Which lines of the records below contain the string "main"? Report each of them.

━━━━

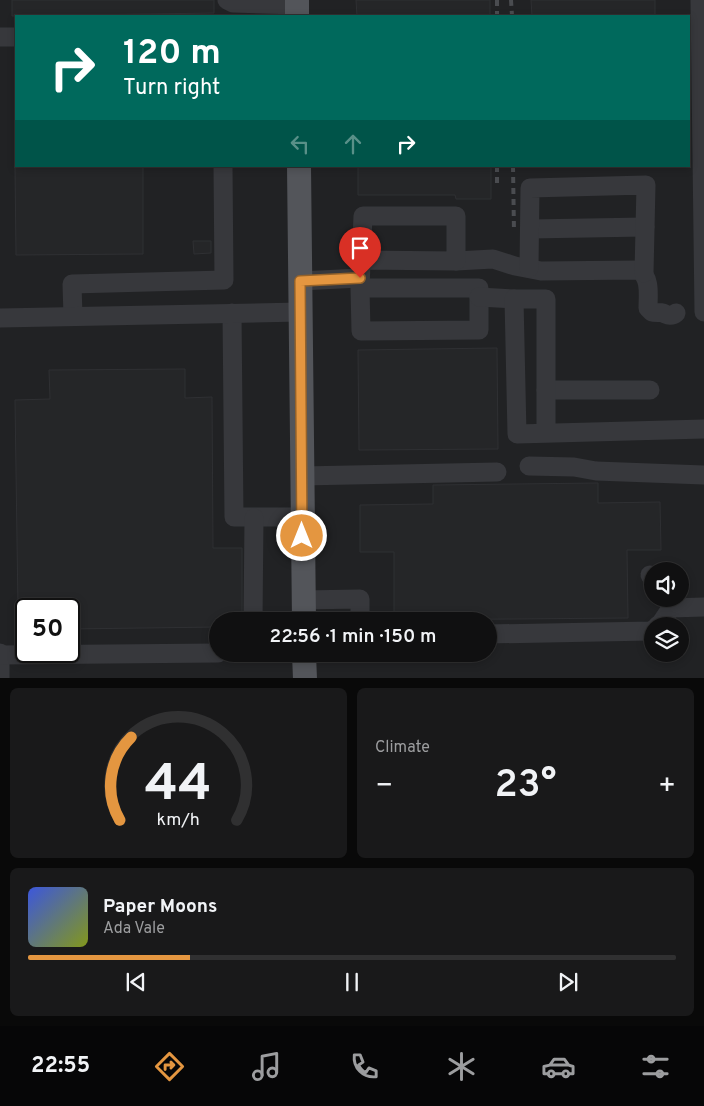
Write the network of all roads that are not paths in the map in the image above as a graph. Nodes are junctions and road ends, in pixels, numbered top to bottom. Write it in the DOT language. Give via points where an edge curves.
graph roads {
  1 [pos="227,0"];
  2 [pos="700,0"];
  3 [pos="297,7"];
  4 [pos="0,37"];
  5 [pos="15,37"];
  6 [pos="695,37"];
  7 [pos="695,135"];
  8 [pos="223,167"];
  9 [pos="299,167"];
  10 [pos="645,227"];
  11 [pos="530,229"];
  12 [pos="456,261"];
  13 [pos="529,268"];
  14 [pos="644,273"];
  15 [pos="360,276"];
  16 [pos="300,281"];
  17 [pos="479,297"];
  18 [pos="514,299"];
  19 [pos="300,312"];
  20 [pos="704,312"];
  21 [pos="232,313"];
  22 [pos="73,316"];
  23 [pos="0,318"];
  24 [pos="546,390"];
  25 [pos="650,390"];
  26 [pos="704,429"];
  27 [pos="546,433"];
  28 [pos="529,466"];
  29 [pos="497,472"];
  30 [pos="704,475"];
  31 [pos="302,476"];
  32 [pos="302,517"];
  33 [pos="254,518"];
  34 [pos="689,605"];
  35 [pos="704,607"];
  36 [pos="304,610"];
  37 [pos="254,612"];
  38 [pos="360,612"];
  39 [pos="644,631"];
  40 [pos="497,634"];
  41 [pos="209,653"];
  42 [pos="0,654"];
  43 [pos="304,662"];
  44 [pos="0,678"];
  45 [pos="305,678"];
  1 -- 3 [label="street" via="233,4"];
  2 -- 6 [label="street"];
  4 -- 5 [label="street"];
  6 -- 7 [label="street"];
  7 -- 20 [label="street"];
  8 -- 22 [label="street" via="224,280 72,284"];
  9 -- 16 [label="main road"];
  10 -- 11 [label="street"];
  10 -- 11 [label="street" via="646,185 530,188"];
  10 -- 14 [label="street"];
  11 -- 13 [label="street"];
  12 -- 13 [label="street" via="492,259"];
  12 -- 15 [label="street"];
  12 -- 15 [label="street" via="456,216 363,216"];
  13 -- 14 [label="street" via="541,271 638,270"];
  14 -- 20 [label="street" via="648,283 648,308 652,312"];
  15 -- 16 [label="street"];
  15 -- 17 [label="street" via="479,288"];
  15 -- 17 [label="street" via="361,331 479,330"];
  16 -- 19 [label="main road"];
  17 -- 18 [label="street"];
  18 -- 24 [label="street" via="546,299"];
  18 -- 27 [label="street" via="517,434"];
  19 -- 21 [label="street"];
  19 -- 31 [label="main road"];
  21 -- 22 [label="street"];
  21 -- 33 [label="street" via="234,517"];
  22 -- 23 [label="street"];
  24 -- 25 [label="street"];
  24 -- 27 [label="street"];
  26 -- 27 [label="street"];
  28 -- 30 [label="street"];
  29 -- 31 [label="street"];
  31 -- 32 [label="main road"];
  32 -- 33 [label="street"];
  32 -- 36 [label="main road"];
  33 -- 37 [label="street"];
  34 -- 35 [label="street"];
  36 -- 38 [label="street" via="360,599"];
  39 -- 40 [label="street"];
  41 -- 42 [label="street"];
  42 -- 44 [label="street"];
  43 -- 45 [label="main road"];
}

━━━━

Solution:
  9 -- 16 [label="main road"];
  16 -- 19 [label="main road"];
  19 -- 31 [label="main road"];
  31 -- 32 [label="main road"];
  32 -- 36 [label="main road"];
  43 -- 45 [label="main road"];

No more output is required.